■ REQUIRED WORK ■
Set the data down again, exactly as it appears below.

=== Section Start ===

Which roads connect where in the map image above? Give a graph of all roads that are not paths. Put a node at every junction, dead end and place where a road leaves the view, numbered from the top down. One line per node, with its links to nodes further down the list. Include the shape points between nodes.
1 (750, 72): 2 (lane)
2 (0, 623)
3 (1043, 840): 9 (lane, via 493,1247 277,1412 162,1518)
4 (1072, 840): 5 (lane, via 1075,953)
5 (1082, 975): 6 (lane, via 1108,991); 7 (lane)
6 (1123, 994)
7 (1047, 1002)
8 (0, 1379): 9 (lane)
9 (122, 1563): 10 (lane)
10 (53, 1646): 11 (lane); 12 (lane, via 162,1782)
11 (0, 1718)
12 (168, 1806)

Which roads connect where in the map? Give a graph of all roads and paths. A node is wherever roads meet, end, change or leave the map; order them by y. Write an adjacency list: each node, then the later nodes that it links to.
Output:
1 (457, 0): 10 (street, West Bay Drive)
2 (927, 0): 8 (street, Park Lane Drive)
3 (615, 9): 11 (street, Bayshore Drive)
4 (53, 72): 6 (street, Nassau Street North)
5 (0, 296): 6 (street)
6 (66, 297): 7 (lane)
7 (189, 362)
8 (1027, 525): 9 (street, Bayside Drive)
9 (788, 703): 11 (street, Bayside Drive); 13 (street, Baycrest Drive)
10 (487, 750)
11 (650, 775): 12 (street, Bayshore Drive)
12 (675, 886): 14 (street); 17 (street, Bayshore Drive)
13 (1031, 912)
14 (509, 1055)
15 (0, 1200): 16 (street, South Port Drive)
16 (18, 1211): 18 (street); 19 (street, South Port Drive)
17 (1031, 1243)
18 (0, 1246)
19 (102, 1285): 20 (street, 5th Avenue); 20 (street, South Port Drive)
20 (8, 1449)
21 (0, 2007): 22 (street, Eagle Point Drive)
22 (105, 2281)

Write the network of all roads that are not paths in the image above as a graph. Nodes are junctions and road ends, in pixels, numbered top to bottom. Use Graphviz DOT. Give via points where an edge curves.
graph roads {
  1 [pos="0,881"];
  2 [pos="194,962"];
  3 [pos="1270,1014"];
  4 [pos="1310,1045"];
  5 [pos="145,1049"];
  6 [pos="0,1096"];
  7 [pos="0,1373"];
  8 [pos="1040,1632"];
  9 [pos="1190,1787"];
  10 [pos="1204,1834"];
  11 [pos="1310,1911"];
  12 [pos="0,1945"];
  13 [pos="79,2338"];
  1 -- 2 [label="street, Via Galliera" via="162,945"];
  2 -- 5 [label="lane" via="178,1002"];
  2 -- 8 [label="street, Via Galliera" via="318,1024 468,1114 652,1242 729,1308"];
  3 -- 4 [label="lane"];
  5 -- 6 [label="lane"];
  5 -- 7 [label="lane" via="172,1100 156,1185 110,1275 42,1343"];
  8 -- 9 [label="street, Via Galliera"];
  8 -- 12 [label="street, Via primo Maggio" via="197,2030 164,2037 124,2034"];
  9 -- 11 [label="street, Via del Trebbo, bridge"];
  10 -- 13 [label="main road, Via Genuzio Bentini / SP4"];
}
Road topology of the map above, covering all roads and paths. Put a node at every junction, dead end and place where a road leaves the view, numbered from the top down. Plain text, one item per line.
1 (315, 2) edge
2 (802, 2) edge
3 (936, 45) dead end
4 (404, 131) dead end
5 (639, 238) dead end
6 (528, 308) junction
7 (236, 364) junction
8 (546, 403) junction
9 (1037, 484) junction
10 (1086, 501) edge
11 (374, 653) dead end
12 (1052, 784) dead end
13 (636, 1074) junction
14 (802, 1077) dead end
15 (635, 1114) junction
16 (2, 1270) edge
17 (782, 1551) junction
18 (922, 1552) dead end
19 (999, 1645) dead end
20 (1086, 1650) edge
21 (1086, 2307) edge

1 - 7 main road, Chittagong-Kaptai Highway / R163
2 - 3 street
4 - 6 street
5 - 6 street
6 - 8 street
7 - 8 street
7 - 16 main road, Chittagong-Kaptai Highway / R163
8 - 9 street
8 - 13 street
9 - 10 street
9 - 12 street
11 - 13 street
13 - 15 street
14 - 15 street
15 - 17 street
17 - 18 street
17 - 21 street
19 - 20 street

=== Section End ===

■ COMPLETED EXERCISE ■
Which roads connect where in the map image above? Give a graph of all roads that are not paths. Put a node at every junction, dead end and place where a road leaves the view, numbered from the top down. One line per node, with its links to nodes further down the list. Include the shape points between nodes.
1 (750, 72): 2 (lane)
2 (0, 623)
3 (1043, 840): 9 (lane, via 493,1247 277,1412 162,1518)
4 (1072, 840): 5 (lane, via 1075,953)
5 (1082, 975): 6 (lane, via 1108,991); 7 (lane)
6 (1123, 994)
7 (1047, 1002)
8 (0, 1379): 9 (lane)
9 (122, 1563): 10 (lane)
10 (53, 1646): 11 (lane); 12 (lane, via 162,1782)
11 (0, 1718)
12 (168, 1806)

Which roads connect where in the map? Give a graph of all roads and paths. A node is wherever roads meet, end, change or leave the map; order them by y. Write an adjacency list: each node, then the later nodes that it links to.
Output:
1 (457, 0): 10 (street, West Bay Drive)
2 (927, 0): 8 (street, Park Lane Drive)
3 (615, 9): 11 (street, Bayshore Drive)
4 (53, 72): 6 (street, Nassau Street North)
5 (0, 296): 6 (street)
6 (66, 297): 7 (lane)
7 (189, 362)
8 (1027, 525): 9 (street, Bayside Drive)
9 (788, 703): 11 (street, Bayside Drive); 13 (street, Baycrest Drive)
10 (487, 750)
11 (650, 775): 12 (street, Bayshore Drive)
12 (675, 886): 14 (street); 17 (street, Bayshore Drive)
13 (1031, 912)
14 (509, 1055)
15 (0, 1200): 16 (street, South Port Drive)
16 (18, 1211): 18 (street); 19 (street, South Port Drive)
17 (1031, 1243)
18 (0, 1246)
19 (102, 1285): 20 (street, 5th Avenue); 20 (street, South Port Drive)
20 (8, 1449)
21 (0, 2007): 22 (street, Eagle Point Drive)
22 (105, 2281)

Write the network of all roads that are not paths in the image above as a graph. Nodes are junctions and road ends, in pixels, numbered top to bottom. Use Graphviz DOT. Give via points where an edge curves.
graph roads {
  1 [pos="0,881"];
  2 [pos="194,962"];
  3 [pos="1270,1014"];
  4 [pos="1310,1045"];
  5 [pos="145,1049"];
  6 [pos="0,1096"];
  7 [pos="0,1373"];
  8 [pos="1040,1632"];
  9 [pos="1190,1787"];
  10 [pos="1204,1834"];
  11 [pos="1310,1911"];
  12 [pos="0,1945"];
  13 [pos="79,2338"];
  1 -- 2 [label="street, Via Galliera" via="162,945"];
  2 -- 5 [label="lane" via="178,1002"];
  2 -- 8 [label="street, Via Galliera" via="318,1024 468,1114 652,1242 729,1308"];
  3 -- 4 [label="lane"];
  5 -- 6 [label="lane"];
  5 -- 7 [label="lane" via="172,1100 156,1185 110,1275 42,1343"];
  8 -- 9 [label="street, Via Galliera"];
  8 -- 12 [label="street, Via primo Maggio" via="197,2030 164,2037 124,2034"];
  9 -- 11 [label="street, Via del Trebbo, bridge"];
  10 -- 13 [label="main road, Via Genuzio Bentini / SP4"];
}
Road topology of the map above, covering all roads and paths. Put a node at every junction, dead end and place where a road leaves the view, numbered from the top down. Plain text, one item per line.
1 (315, 2) edge
2 (802, 2) edge
3 (936, 45) dead end
4 (404, 131) dead end
5 (639, 238) dead end
6 (528, 308) junction
7 (236, 364) junction
8 (546, 403) junction
9 (1037, 484) junction
10 (1086, 501) edge
11 (374, 653) dead end
12 (1052, 784) dead end
13 (636, 1074) junction
14 (802, 1077) dead end
15 (635, 1114) junction
16 (2, 1270) edge
17 (782, 1551) junction
18 (922, 1552) dead end
19 (999, 1645) dead end
20 (1086, 1650) edge
21 (1086, 2307) edge

1 - 7 main road, Chittagong-Kaptai Highway / R163
2 - 3 street
4 - 6 street
5 - 6 street
6 - 8 street
7 - 8 street
7 - 16 main road, Chittagong-Kaptai Highway / R163
8 - 9 street
8 - 13 street
9 - 10 street
9 - 12 street
11 - 13 street
13 - 15 street
14 - 15 street
15 - 17 street
17 - 18 street
17 - 21 street
19 - 20 street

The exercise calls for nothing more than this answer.